### EXERCISE GOAL
Go through the material below and return each line with the string "bünyesinde" in it.

:: RECORDS TO USE

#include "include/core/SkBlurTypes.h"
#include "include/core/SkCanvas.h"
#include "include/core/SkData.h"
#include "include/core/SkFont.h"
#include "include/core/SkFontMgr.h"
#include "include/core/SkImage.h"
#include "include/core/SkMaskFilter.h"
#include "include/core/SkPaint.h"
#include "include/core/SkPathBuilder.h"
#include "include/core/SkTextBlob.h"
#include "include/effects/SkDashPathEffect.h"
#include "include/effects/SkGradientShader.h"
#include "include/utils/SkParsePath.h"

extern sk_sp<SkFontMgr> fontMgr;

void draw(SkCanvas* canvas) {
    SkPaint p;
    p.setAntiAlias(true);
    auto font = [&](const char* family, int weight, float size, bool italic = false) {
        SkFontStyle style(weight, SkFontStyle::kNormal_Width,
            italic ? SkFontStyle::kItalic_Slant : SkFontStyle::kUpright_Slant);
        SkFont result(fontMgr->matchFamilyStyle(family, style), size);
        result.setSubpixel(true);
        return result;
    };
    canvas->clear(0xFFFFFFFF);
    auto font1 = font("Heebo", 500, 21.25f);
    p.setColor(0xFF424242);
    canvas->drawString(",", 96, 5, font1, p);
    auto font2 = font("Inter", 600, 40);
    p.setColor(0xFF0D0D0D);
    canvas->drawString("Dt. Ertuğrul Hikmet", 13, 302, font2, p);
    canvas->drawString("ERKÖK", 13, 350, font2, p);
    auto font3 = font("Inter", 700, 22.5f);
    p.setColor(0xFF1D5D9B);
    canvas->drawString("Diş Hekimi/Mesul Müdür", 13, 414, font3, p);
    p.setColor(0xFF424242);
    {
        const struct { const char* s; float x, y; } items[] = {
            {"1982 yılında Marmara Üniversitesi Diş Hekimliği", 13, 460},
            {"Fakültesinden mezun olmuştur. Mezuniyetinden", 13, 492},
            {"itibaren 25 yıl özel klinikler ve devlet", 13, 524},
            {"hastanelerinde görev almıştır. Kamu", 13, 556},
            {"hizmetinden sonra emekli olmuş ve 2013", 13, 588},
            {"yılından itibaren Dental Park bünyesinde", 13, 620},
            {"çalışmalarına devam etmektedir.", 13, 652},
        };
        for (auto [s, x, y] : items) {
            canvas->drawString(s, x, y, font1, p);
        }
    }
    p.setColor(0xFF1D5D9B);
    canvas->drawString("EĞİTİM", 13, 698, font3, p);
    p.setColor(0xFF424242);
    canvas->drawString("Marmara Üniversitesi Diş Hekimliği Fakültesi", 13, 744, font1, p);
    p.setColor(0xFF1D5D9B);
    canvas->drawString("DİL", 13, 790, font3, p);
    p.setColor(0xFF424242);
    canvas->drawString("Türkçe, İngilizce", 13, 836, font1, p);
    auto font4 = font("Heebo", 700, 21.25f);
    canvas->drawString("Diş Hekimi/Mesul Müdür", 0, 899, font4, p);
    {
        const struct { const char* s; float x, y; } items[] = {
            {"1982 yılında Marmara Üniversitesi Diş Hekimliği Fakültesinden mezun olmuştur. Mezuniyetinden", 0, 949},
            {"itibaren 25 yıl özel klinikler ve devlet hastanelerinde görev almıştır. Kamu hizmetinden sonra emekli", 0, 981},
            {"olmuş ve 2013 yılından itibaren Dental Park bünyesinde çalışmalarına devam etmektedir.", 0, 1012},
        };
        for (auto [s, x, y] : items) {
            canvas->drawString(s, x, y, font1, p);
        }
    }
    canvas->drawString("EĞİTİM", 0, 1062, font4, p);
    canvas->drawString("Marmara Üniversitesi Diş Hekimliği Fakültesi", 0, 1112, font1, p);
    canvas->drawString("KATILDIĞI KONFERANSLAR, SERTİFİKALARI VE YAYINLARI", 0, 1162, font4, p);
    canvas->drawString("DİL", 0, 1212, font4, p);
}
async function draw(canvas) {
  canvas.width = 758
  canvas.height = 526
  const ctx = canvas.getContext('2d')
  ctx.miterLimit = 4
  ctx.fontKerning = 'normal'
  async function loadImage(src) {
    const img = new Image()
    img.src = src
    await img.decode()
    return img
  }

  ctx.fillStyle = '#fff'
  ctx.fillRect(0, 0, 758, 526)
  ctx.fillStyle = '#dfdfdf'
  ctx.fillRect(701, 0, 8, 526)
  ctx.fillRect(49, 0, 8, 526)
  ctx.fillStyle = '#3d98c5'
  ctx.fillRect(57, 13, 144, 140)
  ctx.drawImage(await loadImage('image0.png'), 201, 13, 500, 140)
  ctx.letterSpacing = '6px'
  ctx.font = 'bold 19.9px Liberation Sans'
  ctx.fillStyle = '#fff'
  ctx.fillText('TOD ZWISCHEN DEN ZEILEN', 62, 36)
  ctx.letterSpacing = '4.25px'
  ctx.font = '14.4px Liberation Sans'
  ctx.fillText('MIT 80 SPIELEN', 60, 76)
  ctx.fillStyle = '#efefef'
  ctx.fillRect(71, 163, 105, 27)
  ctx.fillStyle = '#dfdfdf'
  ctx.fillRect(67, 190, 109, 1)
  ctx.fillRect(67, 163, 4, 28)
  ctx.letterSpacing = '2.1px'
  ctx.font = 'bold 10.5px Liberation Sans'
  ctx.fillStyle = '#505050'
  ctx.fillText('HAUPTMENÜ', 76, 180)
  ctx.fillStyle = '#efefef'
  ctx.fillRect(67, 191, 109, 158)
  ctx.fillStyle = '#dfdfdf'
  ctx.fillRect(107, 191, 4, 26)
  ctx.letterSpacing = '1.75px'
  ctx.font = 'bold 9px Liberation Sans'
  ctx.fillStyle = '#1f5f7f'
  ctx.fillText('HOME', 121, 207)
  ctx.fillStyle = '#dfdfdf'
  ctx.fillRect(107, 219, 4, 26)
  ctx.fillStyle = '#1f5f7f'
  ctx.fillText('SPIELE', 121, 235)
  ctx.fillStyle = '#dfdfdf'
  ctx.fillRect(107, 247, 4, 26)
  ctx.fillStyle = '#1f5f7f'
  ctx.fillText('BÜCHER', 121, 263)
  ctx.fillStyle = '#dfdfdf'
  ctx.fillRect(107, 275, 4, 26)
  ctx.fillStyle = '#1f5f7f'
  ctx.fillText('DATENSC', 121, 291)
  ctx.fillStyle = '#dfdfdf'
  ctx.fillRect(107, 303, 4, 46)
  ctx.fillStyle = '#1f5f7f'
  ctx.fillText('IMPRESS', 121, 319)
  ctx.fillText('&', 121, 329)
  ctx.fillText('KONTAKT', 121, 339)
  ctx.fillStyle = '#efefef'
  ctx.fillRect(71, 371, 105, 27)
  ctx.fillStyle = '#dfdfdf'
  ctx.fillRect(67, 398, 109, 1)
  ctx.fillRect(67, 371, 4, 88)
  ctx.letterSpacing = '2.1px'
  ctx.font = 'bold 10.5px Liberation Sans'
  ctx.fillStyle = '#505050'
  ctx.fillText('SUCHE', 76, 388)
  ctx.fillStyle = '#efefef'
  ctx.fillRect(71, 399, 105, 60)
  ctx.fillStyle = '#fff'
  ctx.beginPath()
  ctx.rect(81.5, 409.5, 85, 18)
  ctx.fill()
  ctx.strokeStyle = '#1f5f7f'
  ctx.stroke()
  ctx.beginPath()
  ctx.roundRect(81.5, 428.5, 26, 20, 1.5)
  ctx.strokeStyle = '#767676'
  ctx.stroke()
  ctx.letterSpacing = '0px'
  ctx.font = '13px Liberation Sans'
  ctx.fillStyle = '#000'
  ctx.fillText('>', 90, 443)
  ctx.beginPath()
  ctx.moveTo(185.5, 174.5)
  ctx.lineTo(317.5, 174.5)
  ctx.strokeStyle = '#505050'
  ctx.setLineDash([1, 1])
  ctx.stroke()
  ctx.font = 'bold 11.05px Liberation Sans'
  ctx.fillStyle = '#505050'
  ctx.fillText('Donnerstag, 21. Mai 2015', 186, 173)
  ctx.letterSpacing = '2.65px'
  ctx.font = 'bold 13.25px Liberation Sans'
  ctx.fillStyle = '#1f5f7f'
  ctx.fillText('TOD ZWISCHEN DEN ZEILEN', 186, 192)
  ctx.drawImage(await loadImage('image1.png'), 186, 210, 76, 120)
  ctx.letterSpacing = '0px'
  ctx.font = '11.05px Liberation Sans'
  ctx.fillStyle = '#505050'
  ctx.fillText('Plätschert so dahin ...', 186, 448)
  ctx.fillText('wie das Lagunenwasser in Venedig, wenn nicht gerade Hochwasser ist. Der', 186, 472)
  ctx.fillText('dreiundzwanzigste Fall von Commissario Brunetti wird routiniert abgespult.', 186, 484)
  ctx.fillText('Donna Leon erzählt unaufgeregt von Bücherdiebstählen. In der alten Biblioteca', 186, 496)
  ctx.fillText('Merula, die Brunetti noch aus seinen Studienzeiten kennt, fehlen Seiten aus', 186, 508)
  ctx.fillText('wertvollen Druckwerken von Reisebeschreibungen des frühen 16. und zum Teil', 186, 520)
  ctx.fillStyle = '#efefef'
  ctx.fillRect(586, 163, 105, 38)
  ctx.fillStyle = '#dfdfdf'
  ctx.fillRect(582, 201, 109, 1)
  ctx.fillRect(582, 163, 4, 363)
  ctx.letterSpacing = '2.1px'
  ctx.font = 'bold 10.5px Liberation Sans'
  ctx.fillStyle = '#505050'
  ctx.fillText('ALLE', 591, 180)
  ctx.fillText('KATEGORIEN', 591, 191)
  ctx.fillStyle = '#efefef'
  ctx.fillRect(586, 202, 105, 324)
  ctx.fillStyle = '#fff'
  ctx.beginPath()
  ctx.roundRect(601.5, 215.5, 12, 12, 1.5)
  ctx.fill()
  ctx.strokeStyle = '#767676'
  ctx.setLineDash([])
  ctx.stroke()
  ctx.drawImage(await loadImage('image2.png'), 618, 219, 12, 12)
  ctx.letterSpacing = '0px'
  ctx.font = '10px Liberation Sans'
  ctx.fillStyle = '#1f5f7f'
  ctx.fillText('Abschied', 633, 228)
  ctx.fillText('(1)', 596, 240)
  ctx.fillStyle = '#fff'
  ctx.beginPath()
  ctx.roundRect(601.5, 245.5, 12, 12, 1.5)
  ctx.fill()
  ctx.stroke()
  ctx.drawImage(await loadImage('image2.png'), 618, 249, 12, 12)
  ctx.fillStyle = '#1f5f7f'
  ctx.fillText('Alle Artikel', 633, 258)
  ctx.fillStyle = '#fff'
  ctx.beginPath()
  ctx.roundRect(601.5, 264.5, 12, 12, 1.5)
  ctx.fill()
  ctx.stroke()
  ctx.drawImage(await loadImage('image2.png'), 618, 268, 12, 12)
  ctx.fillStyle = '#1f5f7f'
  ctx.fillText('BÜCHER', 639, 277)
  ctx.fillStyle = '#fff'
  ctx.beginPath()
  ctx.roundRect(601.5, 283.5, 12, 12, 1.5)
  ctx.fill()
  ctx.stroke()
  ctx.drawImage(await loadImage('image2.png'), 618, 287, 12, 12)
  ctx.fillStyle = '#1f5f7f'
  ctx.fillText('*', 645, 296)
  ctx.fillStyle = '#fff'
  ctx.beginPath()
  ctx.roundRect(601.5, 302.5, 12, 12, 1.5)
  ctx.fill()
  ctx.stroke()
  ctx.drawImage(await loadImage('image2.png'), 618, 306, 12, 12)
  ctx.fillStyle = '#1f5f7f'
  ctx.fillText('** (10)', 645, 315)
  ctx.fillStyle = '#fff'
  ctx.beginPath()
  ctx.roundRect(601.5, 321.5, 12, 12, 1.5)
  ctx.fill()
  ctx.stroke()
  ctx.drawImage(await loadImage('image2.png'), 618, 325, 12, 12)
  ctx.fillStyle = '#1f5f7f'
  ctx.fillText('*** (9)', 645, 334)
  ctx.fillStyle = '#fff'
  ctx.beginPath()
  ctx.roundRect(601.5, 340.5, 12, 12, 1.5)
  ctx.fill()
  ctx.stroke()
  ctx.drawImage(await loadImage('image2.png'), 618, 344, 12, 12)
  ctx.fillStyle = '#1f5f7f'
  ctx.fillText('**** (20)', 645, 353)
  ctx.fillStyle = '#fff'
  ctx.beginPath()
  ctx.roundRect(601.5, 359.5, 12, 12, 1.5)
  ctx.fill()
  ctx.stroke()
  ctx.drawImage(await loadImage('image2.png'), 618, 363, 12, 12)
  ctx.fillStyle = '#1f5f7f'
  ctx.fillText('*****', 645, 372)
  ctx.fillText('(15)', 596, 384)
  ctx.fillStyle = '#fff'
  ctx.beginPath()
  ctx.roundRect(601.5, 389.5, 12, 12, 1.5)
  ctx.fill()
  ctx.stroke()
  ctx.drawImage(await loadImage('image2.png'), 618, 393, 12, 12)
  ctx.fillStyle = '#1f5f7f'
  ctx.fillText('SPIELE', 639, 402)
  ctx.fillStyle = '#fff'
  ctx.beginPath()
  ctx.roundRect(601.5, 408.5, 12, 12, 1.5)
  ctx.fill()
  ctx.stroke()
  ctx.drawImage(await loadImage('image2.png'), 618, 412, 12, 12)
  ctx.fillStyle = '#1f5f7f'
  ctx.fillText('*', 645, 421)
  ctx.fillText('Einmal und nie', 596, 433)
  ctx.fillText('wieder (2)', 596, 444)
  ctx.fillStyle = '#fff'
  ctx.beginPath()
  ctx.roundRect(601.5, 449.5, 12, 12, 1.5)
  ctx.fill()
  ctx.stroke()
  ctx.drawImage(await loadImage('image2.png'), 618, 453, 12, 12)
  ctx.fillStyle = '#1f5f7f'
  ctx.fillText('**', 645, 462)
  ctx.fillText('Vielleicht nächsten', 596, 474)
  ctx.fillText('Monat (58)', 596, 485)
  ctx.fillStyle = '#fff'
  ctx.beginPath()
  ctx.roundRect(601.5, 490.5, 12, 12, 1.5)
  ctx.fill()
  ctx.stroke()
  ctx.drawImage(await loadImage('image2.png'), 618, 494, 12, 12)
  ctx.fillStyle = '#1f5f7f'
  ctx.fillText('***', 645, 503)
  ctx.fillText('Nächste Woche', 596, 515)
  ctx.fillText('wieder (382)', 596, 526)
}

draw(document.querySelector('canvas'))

::::

### ANSWER TO THE PROBLEM
            {"yılından itibaren Dental Park bünyesinde", 13, 620},
            {"olmuş ve 2013 yılından itibaren Dental Park bünyesinde çalışmalarına devam etmektedir.", 0, 1012},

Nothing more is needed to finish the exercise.